■ REQUIRED ACTION ■
Answer with a number only: how many lines of the data contain "Avenue"?

-- RECORD EXCERPTS follows --

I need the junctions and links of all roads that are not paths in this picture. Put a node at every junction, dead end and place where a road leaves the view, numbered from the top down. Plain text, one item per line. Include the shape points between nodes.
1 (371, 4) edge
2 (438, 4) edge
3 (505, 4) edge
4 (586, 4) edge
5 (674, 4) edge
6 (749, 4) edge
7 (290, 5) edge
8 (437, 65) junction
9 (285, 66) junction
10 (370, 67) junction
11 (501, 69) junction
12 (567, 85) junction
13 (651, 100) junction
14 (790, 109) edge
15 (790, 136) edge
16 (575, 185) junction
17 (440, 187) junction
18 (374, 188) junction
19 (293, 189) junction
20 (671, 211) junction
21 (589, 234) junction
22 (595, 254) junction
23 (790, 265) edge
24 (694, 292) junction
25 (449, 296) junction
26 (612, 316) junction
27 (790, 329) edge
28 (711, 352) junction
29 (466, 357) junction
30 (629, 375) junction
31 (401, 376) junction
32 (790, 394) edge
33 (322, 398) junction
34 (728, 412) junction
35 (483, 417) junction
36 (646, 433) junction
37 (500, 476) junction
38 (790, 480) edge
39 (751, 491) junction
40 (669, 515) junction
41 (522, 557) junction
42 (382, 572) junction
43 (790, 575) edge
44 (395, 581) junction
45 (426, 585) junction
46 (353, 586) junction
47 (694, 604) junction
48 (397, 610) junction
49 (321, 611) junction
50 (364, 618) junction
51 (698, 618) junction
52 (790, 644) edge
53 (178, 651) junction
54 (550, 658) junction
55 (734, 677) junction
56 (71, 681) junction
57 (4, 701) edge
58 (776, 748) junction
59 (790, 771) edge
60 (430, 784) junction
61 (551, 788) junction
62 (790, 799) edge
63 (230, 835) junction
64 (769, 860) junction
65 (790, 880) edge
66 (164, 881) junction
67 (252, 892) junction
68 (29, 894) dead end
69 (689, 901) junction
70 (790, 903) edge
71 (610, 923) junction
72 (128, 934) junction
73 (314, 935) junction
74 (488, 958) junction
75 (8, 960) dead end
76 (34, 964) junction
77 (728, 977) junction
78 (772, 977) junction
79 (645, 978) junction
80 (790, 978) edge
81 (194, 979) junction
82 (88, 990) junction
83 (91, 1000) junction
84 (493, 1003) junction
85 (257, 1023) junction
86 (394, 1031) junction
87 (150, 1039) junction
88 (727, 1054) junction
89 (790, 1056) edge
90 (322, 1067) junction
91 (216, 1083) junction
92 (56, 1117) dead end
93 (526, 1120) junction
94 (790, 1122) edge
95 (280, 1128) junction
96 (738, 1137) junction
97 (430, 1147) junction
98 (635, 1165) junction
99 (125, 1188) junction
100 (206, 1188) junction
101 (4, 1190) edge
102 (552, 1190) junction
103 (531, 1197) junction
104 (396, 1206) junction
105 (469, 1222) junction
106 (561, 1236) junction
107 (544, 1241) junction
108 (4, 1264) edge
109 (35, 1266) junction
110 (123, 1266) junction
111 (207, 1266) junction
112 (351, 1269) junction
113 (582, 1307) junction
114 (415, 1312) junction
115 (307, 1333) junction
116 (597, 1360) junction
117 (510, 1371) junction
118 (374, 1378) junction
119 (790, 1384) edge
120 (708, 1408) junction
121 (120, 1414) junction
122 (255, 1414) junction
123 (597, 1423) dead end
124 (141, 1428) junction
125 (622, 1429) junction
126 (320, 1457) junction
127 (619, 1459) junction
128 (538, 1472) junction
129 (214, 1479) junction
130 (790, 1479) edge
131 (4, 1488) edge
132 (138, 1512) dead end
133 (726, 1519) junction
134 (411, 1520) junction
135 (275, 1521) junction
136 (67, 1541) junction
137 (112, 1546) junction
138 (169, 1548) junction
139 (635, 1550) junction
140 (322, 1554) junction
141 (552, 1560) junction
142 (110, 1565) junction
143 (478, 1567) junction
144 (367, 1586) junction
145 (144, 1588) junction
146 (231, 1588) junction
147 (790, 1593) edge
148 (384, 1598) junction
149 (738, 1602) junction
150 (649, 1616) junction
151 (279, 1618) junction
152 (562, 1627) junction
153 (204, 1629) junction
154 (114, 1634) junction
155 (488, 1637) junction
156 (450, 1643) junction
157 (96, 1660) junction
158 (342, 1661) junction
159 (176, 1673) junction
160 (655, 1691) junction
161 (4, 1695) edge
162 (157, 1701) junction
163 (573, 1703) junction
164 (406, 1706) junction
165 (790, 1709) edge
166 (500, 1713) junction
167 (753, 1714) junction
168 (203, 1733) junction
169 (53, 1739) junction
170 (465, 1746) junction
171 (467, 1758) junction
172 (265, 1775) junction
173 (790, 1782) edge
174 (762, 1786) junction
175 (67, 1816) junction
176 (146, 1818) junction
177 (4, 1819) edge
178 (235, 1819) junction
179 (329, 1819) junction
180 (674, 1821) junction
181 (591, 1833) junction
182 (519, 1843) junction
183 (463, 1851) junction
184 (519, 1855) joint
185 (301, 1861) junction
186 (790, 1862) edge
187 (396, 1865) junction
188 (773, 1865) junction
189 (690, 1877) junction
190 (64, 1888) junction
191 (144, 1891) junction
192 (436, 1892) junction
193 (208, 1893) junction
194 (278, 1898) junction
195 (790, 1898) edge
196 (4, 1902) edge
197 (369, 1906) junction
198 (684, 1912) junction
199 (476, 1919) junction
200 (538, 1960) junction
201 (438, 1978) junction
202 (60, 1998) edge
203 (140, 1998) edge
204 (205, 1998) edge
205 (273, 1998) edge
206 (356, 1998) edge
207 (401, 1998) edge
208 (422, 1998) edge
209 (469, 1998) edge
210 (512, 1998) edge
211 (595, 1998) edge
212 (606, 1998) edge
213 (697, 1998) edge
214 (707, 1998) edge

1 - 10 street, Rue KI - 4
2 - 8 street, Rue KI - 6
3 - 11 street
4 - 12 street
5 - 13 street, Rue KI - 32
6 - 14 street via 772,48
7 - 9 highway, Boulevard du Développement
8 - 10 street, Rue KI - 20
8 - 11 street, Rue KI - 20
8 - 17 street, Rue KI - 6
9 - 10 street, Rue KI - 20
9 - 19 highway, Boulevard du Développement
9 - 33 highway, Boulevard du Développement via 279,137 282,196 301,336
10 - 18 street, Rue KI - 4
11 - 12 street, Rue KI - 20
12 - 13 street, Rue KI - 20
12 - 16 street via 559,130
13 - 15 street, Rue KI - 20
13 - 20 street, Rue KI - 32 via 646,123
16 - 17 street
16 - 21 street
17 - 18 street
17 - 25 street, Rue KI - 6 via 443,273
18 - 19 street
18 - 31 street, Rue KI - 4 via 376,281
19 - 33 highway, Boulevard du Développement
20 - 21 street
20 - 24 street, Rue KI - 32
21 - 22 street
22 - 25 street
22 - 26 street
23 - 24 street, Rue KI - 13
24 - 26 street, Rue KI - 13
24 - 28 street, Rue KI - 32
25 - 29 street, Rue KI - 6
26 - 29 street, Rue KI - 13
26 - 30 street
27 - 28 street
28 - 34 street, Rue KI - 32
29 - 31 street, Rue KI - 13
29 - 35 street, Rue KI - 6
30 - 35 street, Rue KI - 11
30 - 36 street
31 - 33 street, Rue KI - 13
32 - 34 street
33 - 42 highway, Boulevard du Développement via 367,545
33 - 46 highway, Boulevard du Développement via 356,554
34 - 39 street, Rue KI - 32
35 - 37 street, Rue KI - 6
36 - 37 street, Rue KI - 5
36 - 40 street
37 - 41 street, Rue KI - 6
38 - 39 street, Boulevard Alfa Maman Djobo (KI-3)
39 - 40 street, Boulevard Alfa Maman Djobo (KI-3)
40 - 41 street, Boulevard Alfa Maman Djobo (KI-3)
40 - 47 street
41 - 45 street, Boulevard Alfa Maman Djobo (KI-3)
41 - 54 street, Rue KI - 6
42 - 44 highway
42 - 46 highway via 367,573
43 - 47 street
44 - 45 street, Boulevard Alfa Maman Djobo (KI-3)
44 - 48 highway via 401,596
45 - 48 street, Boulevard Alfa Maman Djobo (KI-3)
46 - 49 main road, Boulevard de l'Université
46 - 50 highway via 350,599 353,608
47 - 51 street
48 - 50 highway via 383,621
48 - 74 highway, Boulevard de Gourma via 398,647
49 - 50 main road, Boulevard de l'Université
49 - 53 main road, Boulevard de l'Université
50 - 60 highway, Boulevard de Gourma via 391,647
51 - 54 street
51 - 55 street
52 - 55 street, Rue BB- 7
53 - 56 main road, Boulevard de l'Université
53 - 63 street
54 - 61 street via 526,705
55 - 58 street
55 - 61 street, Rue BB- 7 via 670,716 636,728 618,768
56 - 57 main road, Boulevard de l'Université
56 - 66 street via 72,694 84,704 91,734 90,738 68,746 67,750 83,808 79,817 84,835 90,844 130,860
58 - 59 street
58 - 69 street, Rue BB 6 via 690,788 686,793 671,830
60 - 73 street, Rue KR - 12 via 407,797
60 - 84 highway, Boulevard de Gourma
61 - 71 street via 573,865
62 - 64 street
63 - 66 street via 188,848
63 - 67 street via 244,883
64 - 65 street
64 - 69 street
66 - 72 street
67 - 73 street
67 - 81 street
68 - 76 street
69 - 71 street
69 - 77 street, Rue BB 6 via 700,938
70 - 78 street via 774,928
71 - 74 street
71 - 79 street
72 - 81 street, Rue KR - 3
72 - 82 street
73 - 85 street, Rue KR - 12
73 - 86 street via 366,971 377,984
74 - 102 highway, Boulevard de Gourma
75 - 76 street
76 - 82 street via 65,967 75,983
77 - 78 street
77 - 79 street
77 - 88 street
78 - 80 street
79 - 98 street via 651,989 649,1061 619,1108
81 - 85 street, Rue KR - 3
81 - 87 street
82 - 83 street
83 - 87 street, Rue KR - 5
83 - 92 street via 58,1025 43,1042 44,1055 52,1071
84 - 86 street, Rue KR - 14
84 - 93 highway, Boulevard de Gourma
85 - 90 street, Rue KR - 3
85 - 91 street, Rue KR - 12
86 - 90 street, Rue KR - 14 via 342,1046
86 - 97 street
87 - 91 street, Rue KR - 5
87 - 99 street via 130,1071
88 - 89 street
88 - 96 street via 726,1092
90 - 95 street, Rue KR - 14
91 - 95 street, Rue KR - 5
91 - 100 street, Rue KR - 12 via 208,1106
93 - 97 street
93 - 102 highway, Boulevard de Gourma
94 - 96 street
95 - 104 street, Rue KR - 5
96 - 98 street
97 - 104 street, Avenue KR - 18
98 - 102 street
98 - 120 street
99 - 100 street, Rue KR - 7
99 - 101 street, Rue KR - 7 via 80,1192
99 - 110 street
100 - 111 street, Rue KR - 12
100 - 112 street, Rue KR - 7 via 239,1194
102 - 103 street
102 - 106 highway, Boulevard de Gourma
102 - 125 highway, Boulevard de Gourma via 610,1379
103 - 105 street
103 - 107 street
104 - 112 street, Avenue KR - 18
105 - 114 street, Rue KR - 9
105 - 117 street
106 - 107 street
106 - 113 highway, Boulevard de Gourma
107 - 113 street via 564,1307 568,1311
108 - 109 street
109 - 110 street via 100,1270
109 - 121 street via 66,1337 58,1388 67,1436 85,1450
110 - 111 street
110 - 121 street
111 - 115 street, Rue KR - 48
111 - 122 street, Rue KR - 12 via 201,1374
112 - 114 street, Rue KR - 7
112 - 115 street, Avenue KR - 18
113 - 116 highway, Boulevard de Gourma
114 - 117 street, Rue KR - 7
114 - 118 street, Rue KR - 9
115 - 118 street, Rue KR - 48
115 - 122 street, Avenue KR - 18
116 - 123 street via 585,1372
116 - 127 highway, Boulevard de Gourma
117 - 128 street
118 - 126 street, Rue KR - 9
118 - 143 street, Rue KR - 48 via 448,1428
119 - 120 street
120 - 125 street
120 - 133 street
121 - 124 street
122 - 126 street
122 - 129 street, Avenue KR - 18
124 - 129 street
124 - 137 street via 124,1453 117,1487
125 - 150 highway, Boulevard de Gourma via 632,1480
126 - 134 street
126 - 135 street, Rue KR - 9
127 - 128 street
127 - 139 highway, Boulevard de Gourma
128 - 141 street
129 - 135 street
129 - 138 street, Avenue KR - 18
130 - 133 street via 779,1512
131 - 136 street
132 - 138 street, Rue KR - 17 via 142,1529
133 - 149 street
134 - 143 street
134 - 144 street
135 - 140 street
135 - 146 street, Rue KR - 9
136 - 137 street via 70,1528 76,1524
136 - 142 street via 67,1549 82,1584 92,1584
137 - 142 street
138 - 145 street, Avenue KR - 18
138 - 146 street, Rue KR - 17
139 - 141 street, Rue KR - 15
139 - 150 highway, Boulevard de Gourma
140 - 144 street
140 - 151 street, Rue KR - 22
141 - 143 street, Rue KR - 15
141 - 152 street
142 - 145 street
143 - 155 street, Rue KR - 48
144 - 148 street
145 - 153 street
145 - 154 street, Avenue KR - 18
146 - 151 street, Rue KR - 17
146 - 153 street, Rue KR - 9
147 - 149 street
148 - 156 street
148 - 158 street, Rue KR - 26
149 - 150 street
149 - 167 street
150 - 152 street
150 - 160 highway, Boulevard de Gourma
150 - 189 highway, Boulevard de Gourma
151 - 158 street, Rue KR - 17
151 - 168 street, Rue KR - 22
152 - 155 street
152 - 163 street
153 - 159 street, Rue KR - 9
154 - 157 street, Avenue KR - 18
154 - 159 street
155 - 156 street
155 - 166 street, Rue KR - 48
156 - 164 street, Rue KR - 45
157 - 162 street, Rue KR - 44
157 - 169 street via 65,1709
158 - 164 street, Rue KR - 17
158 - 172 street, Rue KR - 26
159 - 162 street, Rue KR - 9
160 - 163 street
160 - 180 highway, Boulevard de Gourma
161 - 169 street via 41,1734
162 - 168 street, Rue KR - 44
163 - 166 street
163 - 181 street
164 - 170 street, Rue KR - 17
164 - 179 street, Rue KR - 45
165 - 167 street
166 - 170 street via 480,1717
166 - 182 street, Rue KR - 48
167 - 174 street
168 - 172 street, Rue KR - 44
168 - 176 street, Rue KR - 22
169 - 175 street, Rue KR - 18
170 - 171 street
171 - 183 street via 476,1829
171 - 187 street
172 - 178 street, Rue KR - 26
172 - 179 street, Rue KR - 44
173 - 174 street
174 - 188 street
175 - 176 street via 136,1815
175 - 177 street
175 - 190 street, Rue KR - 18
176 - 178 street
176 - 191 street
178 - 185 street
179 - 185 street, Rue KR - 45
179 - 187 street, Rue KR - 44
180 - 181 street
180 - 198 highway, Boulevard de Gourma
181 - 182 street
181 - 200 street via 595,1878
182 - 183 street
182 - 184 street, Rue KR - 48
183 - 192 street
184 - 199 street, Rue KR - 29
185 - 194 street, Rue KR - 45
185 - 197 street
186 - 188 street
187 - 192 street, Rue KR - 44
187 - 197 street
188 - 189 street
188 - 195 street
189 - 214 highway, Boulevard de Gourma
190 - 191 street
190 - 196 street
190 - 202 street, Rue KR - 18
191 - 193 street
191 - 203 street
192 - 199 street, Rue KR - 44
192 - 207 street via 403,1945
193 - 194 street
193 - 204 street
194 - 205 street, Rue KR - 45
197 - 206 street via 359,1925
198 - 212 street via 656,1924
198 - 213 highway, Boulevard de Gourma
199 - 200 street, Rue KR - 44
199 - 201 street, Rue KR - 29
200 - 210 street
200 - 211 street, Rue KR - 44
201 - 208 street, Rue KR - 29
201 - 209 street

-- RECORD EXCERPTS concluded --

■ ANSWER SPACE ■
9